====== Task material ======

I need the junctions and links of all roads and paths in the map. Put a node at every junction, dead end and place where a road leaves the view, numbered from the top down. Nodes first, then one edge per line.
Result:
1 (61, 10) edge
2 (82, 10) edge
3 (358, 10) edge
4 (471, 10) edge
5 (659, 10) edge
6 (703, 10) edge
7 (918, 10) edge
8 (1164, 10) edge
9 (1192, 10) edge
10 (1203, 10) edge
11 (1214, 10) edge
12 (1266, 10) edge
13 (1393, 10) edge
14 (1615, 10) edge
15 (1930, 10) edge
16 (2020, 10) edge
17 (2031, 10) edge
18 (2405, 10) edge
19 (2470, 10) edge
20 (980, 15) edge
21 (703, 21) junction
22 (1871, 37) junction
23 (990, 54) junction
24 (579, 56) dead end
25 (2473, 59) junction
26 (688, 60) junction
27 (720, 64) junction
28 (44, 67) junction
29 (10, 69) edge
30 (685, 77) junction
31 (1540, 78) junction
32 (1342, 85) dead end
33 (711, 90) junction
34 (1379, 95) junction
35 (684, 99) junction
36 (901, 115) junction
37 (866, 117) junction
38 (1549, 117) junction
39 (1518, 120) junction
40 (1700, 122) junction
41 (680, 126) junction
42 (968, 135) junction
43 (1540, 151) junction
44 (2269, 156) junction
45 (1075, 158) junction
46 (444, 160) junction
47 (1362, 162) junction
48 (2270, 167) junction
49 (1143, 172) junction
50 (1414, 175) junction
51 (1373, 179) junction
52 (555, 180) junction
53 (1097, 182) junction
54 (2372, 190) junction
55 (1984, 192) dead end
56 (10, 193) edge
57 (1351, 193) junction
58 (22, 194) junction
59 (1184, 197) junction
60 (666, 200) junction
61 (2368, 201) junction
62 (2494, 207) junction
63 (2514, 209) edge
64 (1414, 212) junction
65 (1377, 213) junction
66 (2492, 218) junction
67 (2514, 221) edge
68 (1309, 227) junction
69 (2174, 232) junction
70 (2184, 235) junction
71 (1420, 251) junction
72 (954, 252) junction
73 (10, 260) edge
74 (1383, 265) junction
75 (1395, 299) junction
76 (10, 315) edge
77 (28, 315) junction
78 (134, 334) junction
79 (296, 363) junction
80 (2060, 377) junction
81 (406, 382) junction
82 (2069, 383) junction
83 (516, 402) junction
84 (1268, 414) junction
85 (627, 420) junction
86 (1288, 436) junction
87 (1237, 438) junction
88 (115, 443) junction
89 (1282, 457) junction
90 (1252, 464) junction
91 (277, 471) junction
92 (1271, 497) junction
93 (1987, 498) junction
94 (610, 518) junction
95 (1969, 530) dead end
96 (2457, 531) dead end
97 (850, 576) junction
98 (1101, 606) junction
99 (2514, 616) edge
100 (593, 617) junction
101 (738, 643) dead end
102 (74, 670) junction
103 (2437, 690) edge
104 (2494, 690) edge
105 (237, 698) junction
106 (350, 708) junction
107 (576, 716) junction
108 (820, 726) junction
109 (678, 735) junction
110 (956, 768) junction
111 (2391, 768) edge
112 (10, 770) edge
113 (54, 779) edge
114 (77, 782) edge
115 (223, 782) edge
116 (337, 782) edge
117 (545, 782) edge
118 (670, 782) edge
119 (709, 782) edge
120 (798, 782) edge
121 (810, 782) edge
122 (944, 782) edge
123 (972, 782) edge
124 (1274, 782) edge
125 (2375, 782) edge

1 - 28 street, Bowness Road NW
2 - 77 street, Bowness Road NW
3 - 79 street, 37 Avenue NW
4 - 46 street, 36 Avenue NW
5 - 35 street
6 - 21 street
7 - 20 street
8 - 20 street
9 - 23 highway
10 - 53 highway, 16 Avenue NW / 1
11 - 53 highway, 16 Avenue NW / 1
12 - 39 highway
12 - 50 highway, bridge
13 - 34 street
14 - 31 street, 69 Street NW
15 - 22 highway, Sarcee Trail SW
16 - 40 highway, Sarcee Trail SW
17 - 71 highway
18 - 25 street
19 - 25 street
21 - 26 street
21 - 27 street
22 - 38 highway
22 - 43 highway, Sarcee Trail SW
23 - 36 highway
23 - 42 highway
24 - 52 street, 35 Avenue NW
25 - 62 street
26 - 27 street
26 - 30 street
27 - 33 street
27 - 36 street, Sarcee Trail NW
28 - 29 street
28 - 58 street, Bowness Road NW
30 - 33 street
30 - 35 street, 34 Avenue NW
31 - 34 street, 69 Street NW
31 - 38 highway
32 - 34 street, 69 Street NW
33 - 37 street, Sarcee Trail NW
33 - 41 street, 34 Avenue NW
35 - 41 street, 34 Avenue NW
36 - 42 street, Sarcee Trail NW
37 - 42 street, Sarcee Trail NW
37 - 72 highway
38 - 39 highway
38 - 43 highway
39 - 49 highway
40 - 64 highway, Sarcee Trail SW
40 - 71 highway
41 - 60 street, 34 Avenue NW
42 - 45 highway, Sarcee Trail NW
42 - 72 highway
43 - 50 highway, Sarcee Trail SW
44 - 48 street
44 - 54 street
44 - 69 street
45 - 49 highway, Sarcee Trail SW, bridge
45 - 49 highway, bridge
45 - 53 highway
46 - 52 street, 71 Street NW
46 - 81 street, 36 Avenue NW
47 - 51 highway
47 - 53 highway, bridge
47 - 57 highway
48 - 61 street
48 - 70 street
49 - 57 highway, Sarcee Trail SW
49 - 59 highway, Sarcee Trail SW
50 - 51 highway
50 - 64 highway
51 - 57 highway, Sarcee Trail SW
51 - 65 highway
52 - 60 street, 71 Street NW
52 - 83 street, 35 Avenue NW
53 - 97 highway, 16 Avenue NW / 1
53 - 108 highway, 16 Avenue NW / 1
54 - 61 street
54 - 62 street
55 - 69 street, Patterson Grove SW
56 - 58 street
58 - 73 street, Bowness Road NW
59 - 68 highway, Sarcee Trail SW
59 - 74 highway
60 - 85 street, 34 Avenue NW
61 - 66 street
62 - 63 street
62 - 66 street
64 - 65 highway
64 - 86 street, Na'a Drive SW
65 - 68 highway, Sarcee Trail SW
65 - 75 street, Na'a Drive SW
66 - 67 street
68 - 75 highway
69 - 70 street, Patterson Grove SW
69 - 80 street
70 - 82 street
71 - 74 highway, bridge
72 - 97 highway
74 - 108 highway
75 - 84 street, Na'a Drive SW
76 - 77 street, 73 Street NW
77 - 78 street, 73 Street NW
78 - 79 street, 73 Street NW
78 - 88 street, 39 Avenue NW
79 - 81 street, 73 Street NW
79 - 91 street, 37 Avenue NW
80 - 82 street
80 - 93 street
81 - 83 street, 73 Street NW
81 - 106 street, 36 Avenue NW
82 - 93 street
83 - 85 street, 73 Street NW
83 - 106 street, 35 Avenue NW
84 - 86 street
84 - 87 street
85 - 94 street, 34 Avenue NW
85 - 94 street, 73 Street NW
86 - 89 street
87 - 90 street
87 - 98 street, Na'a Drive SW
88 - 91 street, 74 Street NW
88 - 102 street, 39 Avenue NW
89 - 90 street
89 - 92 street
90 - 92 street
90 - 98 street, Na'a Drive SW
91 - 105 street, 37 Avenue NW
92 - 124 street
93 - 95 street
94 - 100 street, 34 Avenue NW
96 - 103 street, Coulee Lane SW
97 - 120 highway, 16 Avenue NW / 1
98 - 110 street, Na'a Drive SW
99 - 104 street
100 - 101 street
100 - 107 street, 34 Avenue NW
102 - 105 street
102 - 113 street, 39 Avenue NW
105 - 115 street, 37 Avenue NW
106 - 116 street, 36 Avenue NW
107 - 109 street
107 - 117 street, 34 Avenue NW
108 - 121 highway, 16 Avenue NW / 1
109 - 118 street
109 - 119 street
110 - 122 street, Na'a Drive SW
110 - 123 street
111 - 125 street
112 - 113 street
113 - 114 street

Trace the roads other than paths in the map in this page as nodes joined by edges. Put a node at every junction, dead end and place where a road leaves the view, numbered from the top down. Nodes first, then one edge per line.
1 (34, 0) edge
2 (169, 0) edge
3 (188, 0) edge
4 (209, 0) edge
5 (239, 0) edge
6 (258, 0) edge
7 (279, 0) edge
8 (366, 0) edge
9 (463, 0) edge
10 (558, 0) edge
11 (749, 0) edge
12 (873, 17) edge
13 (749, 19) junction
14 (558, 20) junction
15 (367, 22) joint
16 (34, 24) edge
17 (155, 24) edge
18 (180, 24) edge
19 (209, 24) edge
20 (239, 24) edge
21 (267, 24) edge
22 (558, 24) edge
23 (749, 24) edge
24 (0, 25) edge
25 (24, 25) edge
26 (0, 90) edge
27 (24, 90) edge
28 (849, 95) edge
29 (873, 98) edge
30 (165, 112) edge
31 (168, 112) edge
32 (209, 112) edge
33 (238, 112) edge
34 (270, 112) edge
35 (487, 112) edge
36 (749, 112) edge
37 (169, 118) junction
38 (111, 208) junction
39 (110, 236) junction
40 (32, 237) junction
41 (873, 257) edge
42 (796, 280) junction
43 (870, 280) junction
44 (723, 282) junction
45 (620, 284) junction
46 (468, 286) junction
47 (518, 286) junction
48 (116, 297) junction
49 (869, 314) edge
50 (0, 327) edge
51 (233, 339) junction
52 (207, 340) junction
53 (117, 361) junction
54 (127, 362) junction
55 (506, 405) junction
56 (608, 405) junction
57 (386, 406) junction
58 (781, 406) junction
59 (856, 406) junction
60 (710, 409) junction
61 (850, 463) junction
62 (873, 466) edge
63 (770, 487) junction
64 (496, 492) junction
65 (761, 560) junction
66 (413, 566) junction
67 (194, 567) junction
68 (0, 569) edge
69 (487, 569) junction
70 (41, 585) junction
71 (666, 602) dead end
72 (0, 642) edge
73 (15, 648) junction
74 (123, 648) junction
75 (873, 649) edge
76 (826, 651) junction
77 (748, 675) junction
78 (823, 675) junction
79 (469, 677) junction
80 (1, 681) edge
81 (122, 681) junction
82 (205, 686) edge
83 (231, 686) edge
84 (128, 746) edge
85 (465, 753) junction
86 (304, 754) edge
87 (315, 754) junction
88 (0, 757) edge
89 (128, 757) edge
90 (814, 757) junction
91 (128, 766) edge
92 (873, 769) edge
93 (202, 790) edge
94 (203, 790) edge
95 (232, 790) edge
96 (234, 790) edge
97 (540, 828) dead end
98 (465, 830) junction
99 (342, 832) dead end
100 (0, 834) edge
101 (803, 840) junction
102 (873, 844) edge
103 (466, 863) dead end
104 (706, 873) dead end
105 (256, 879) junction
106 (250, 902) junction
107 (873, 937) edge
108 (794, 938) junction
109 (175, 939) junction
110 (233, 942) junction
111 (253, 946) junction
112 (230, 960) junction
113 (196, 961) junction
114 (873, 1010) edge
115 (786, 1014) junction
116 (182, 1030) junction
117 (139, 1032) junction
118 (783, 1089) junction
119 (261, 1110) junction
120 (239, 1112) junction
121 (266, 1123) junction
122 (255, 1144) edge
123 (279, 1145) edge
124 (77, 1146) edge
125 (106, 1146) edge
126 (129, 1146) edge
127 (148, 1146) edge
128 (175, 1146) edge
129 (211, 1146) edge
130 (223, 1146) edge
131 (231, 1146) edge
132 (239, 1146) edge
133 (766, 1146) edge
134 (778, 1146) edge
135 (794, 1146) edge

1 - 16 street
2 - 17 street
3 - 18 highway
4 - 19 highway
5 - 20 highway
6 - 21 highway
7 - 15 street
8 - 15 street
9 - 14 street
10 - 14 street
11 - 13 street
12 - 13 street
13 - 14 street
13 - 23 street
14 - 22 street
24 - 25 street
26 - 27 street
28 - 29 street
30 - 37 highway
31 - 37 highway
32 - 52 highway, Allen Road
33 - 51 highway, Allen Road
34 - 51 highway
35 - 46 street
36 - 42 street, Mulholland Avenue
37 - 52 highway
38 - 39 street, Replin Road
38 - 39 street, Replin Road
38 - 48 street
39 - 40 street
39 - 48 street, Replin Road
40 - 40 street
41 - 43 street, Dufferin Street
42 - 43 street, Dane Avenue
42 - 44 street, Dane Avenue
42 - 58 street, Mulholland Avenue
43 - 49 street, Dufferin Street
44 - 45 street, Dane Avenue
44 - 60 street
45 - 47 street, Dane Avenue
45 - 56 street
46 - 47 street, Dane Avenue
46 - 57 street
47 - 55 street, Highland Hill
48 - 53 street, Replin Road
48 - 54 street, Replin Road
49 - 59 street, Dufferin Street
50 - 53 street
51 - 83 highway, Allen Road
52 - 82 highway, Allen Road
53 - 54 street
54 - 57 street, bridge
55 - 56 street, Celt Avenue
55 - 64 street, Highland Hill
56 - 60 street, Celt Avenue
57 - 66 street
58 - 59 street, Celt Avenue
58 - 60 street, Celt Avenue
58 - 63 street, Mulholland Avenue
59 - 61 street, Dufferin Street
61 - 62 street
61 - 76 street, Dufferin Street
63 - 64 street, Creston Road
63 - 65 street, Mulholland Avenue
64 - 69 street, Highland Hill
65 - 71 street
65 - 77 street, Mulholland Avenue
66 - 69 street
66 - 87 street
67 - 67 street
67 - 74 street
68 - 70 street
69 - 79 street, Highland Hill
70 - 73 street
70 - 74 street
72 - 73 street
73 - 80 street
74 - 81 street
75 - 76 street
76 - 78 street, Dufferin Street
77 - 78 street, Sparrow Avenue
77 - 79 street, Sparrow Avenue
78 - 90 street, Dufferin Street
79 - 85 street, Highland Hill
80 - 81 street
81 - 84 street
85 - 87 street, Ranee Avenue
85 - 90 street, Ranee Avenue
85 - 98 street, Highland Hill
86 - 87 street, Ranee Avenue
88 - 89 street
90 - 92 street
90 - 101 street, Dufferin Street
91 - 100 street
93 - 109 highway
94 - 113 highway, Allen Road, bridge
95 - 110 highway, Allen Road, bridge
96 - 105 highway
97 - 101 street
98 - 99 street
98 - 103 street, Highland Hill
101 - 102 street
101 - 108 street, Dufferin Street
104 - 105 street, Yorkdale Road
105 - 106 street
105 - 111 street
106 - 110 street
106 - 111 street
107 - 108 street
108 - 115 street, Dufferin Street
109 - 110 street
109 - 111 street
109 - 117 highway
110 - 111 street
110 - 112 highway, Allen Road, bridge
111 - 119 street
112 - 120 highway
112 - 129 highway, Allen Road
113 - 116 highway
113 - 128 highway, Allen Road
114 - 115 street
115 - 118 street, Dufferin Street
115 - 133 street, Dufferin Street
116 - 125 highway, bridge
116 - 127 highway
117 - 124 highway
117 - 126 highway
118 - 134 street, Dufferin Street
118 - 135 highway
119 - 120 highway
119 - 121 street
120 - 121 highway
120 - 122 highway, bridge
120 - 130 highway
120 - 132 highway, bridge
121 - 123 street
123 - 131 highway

======

_What you are asked to do:_ Note each line of the entries that has "from" in it, and copy those lines.

_Written solution:_
I need the junctions and links of all roads and paths in the map. Put a node at every junction, dead end and place where a road leaves the view, numbered from the top down. Nodes first, then one edge per line.
Trace the roads other than paths in the map in this page as nodes joined by edges. Put a node at every junction, dead end and place where a road leaves the view, numbered from the top down. Nodes first, then one edge per line.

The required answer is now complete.